You're right, but I think that "noblest" had to be intented as instruments that usually contribute to a classy atmosphere if I can put it this way. Or at least, that's why I mentioned the cello and the harp (and not let's say, the kazoo or the tuba)


----------



## Judas Priest Fan (Apr 27, 2018)

I´d go with the violin and the cello.


----------



## Rogerx (Apr 27, 2018)

Santa Monica Symphony Orchestra TRIANGLE EDITION
Spare a minute for this guy .


----------



## Guest (Jul 13, 2019)

norman bates said:


> You're right, but I think that "noblest" had to be intented as instruments that usually contribute to a classy atmosphere if I can put it this way. Or at least, that's why I mentioned the cello and the harp (and not let's say, the kazoo or the tuba)

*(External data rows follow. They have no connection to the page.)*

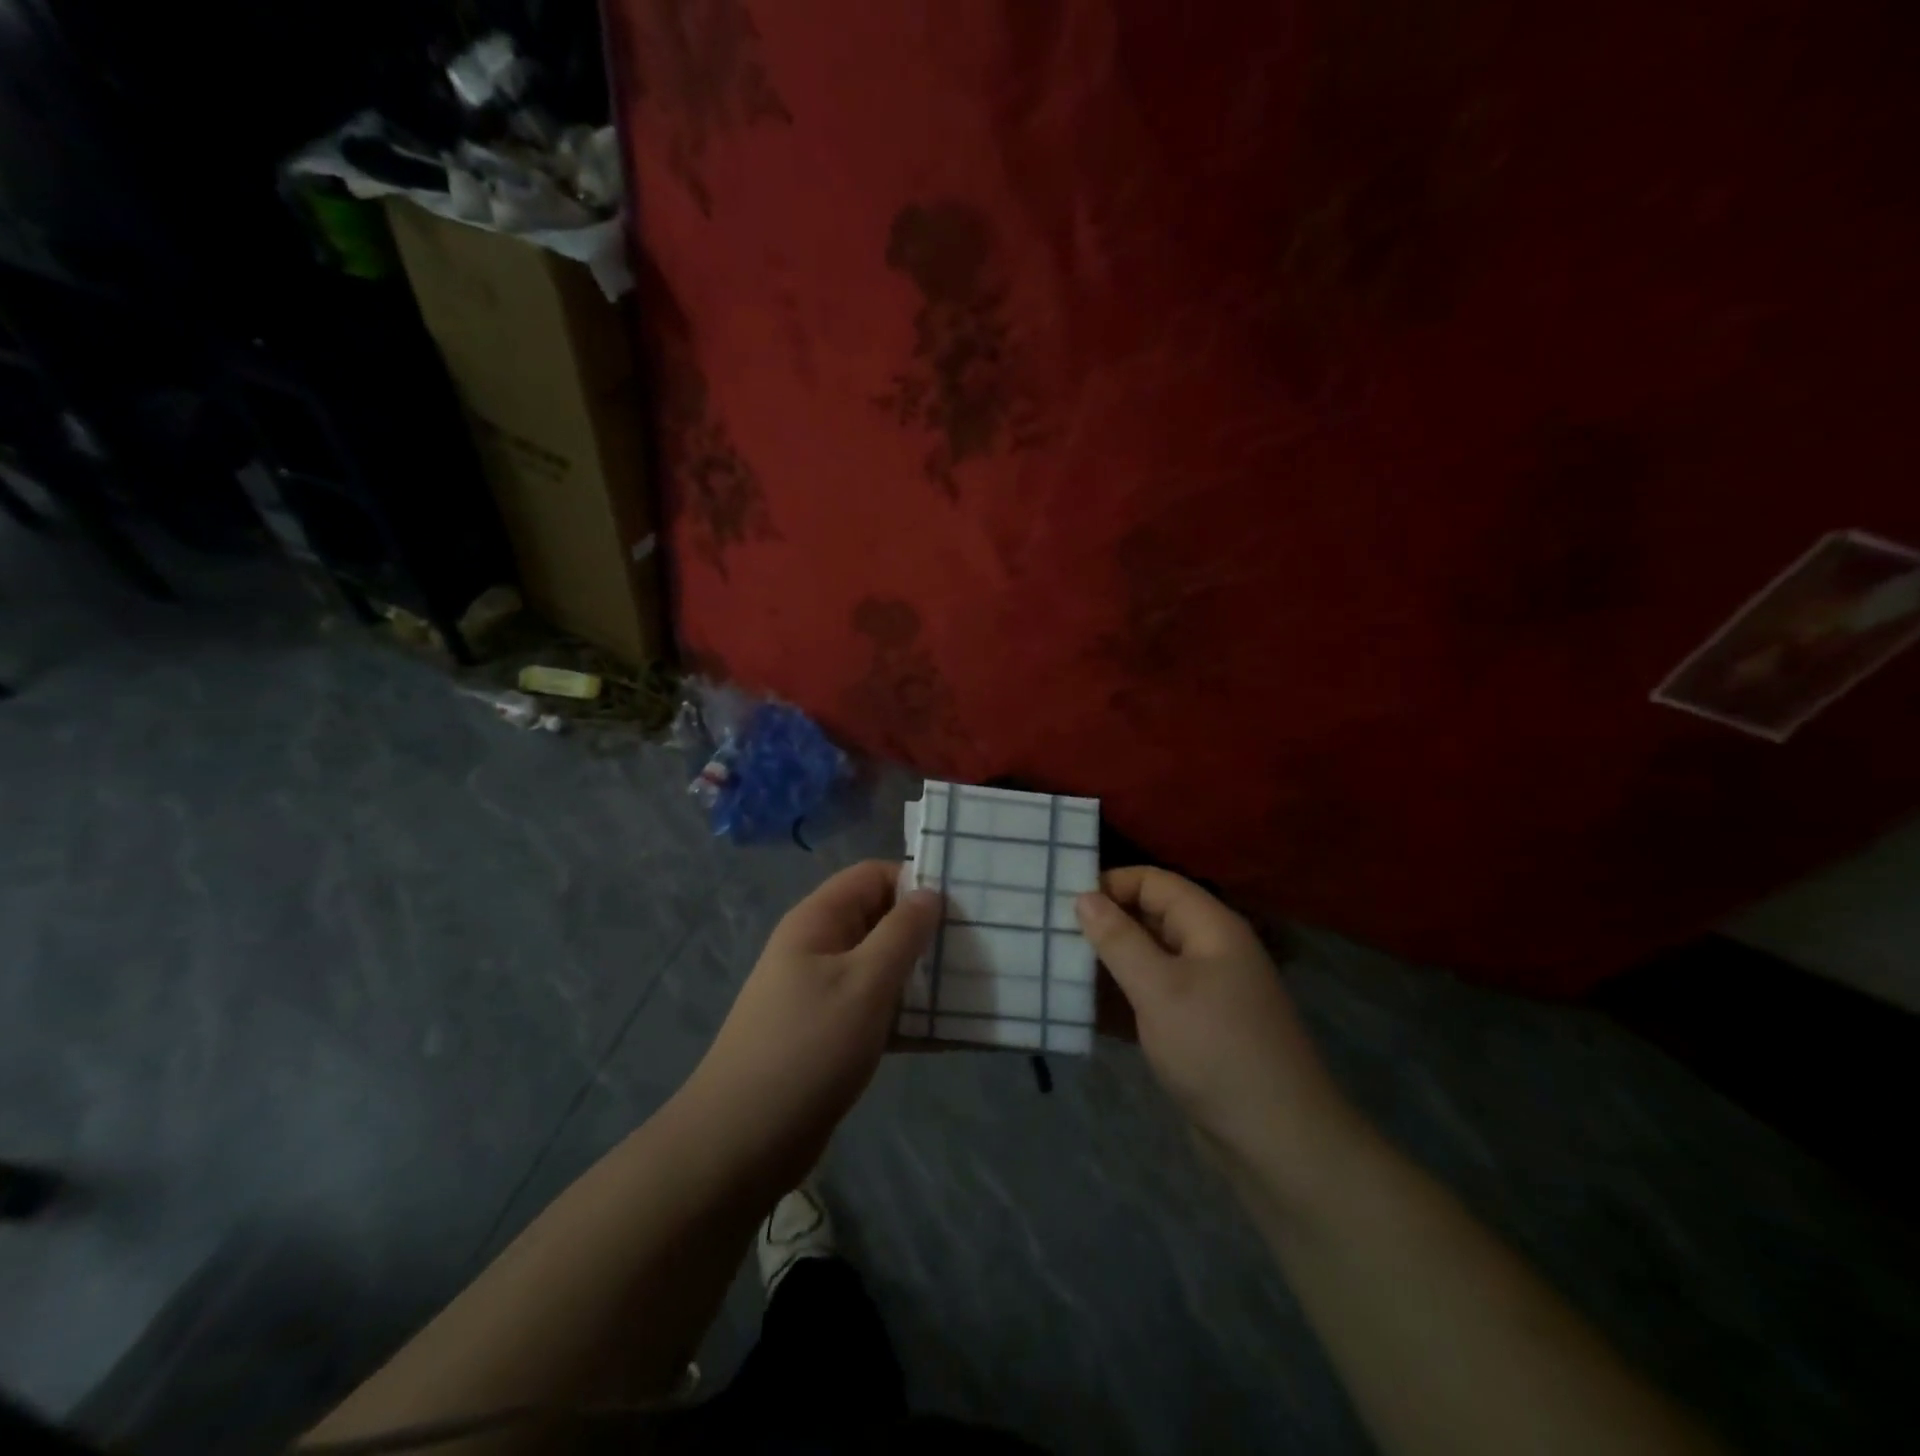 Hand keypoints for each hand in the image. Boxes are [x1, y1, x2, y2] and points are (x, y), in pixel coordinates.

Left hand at [680, 862, 940, 1198]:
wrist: (743, 1141)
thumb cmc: (808, 1048)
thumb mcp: (864, 983)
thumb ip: (902, 933)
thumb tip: (930, 892)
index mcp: (818, 920)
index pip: (872, 876)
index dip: (915, 881)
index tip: (963, 904)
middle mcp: (818, 947)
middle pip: (879, 919)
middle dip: (924, 930)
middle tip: (976, 946)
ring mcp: (822, 991)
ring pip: (881, 966)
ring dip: (921, 975)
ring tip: (971, 986)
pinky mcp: (830, 1032)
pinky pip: (876, 1007)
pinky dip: (907, 1014)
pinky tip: (948, 1033)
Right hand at [1076, 868, 1352, 1174]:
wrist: (1277, 1144)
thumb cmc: (1216, 1049)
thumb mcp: (1160, 989)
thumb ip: (1119, 940)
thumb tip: (1084, 897)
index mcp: (1210, 927)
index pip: (1153, 882)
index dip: (1110, 884)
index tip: (1061, 901)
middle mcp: (1207, 951)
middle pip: (1147, 919)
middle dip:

Would it not depend on the nature of the work in question?

For a piano concerto, things wouldn't sound all that classy without a piano, whereas if a cello or harp section was missing in the same work things perhaps might not sound quite so disastrous.

Even in a more general orchestral work, I think that the situation would depend on the work in question. For example, take out the horn introduction and oboes in Schubert's Symphony No 9, and things would sound rather odd. In Sibelius Symphony No 7, take out the trombone and it would virtually ruin it.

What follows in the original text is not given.